DrizzleModule.forRoot({
schema,
connection: db,
shutdown: client => client.$client.close(),
});
Options:
| Option | Purpose |
|---|---|
connection | Existing Drizzle client or a factory returning one |
schema | Standard Drizzle schema object, stored as-is |
connectionName | Optional name for multi-database applications |
isGlobal | Defaults to true; set false for module-scoped registration |
shutdown | Optional hook called during Nest module destruction |
DrizzleModule.forRootAsync(options)
Registers a Drizzle client from an async or provider-backed factory.

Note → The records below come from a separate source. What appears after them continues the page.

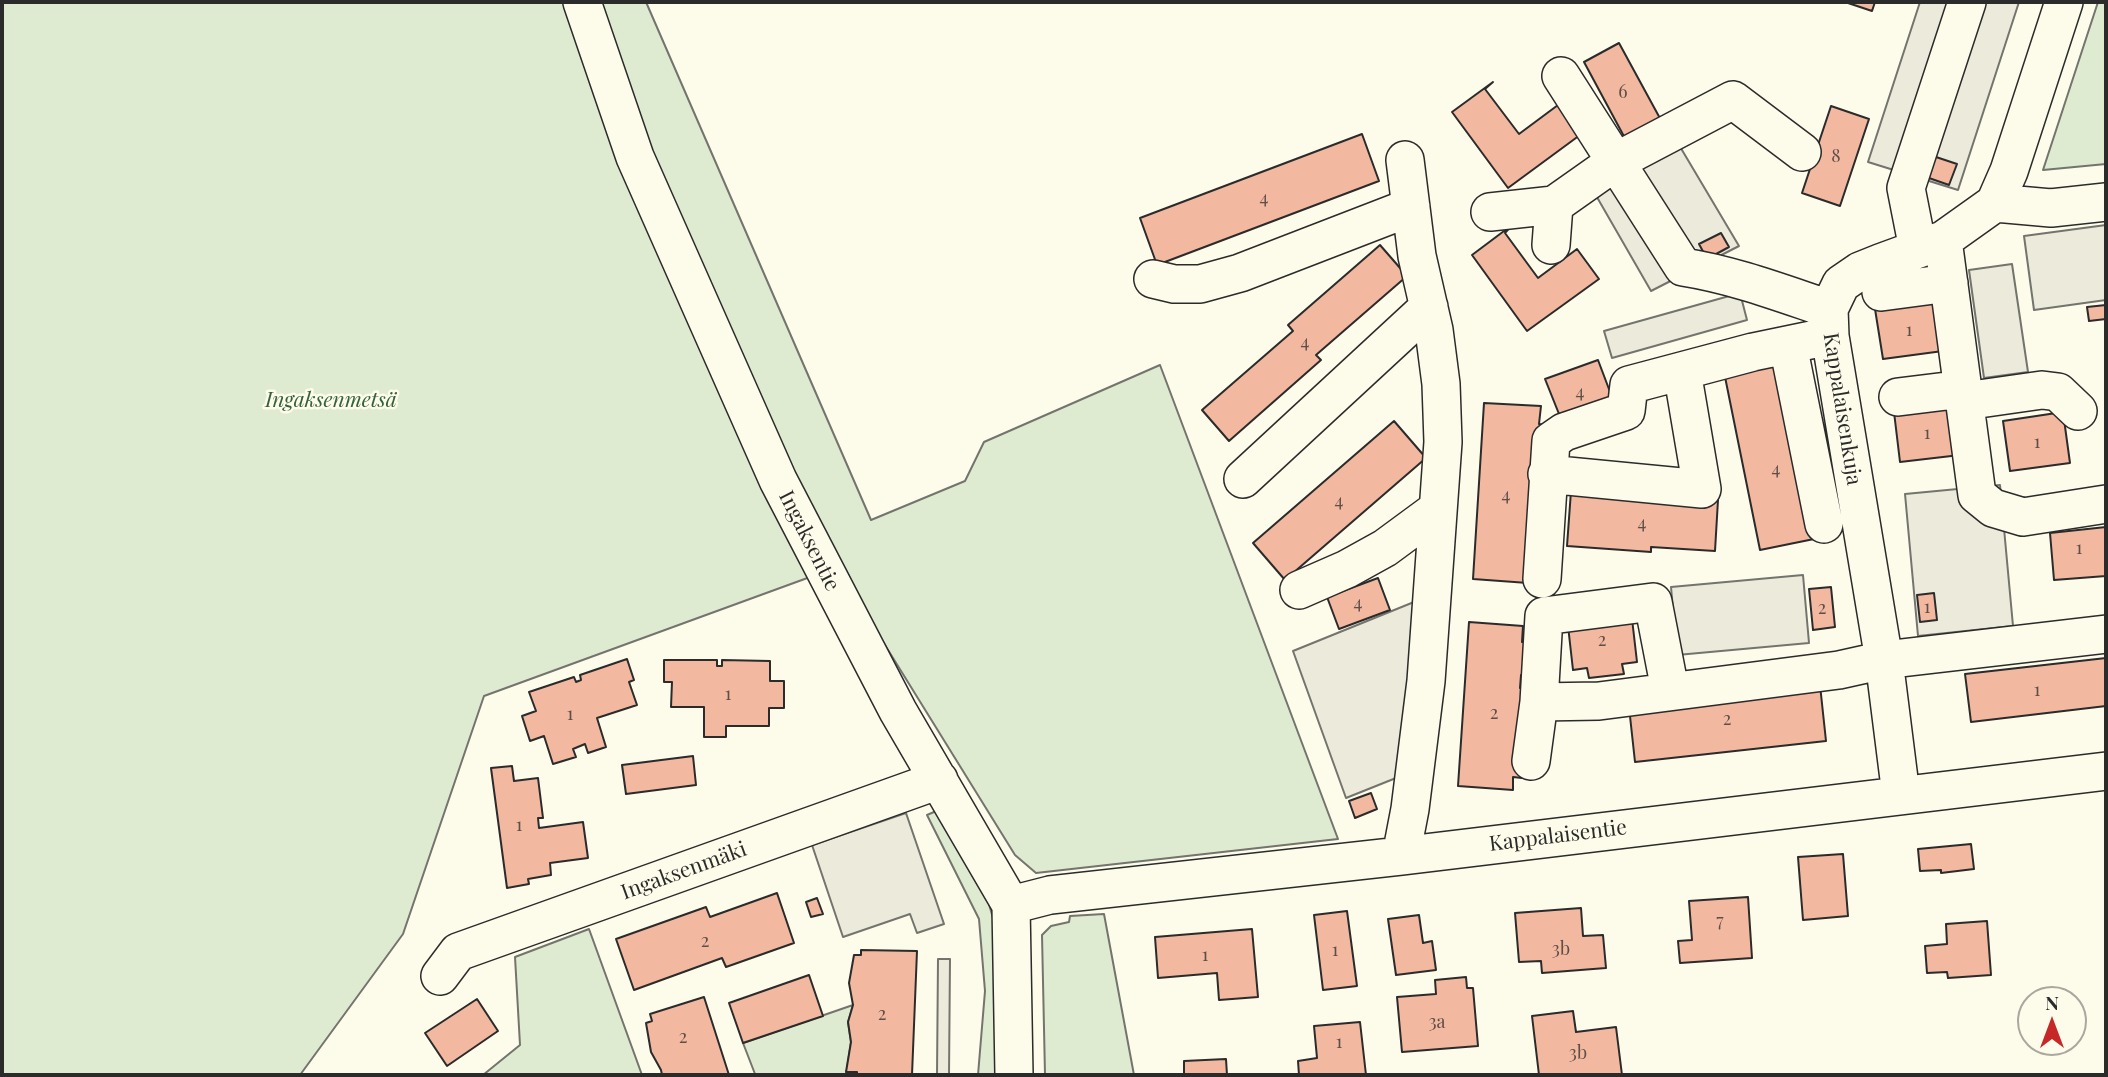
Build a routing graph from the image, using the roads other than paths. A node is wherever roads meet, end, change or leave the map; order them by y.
1 (582, 2) edge
2 (1967, 2) edge
3 (2064, 2) edge
4 (1562, 76) dead end
5 (1802, 152) dead end
6 (1405, 160) dead end
7 (1615, 162) junction
8 (2106, 202) edge
9 (1995, 203) junction
10 (1554, 205) junction
11 (1411, 207) junction
12 (1490, 212) dead end
13 (1551, 245) dead end
14 (1931, 245) junction
15 (1153, 279) dead end
16 (1949, 283) junction
17 (1881, 292) dead end
18 (1429, 307) junction
19 (1829, 323) junction
20 (1788, 345) junction
21 (1682, 371) junction
22 (1964, 395) junction
23 (1898, 397) dead end
24 (2078, 411) dead end
25 (1547, 474) junction
26 (1243, 479) dead end
27 (2106, 504) edge
28 (1438, 509) junction
29 (1824, 524) dead end
30 (1542, 579) dead end
31 (1299, 590) dead end
32 (2106, 634) edge
33 (1884, 660) junction
34 (1670, 690) junction
35 (1539, 702) junction
36 (1531, 761) dead end
37 (2106, 771) edge
38 (939, 780) junction
39 (1901, 795) junction
40 (1401, 856) junction
41 (1011, 905) junction
42 (440, 976) dead end
43 (1014, 1075) edge

1 - 38 street, Ingaksentie
2 - 14 street
3 - 9 street
4 - 7 street
5 - 7 street
6 - 11 street
7 - 10 street
7 - 19 street
8 - 9 street
9 - 14 street, Kappalaisenkuja
10 - 12 street
10 - 13 street
11 - 15 street
11 - 18 street
14 - 16 street
14 - 19 street, Kappalaisenkuja
16 - 17 street
16 - 22 street
18 - 26 street
18 - 28 street
19 - 20 street
19 - 33 street, Kappalaisenkuja
20 - 21 street
20 - 29 street
21 - 25 street
21 - 25 street
22 - 23 street
22 - 24 street
22 - 27 street
25 - 30 street
28 - 31 street
28 - 40 street
32 - 33 street
33 - 34 street
33 - 39 street, Kappalaisenkuja
34 - 35 street
34 - 35 street
35 - 36 street
37 - 39 street, Kappalaisentie
38 - 41 street, Ingaksentie
38 - 42 street, Ingaksenmäki
39 - 40 street, Kappalaisentie
40 - 41 street, Kappalaisentie
41 - 43 street, Ingaksentie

DrizzleModule.forRootAsync({
inject: [ConfigService],
useFactory: async config => ({
schema,
connection: createDb(config),
}),
});
DrizzleModule.forFeature(repositories)
Registers repository classes as providers and exports them from the dynamic module.
Decorators
@InjectDrizzle(connectionName?)
Injects a registered Drizzle client.
@DrizzleRepository(options?)
Marks a class as a Drizzle repository. The class is still a normal Nest
provider and should be registered through forFeature().
@Transactional(options?)
Re-exports the transaction decorator from the CLS transaction stack.
@InjectTransaction(connectionName?)
Injects the active transaction object from the CLS transaction stack.
Testing
DrizzleTestModule.forRoot(options)
Registers a test client under the same tokens as DrizzleModule.
DrizzleTestModule.forFeature(repositories)
Registers repository providers for tests.
createDrizzleMockClient(overrides)
Creates a shallow typed object mock for direct client injection tests.
createDrizzleRepositoryMock(methods)
Creates a shallow typed repository mock for service tests.
Token Helpers
getDrizzleClientToken(), getDrizzleSchemaToken(),
getDrizzleOptionsToken(), and getDrizzleConnectionManagerToken() are exported
for advanced integration and testing scenarios. Prefer decorators in application
code unless an external integration needs the exact provider token.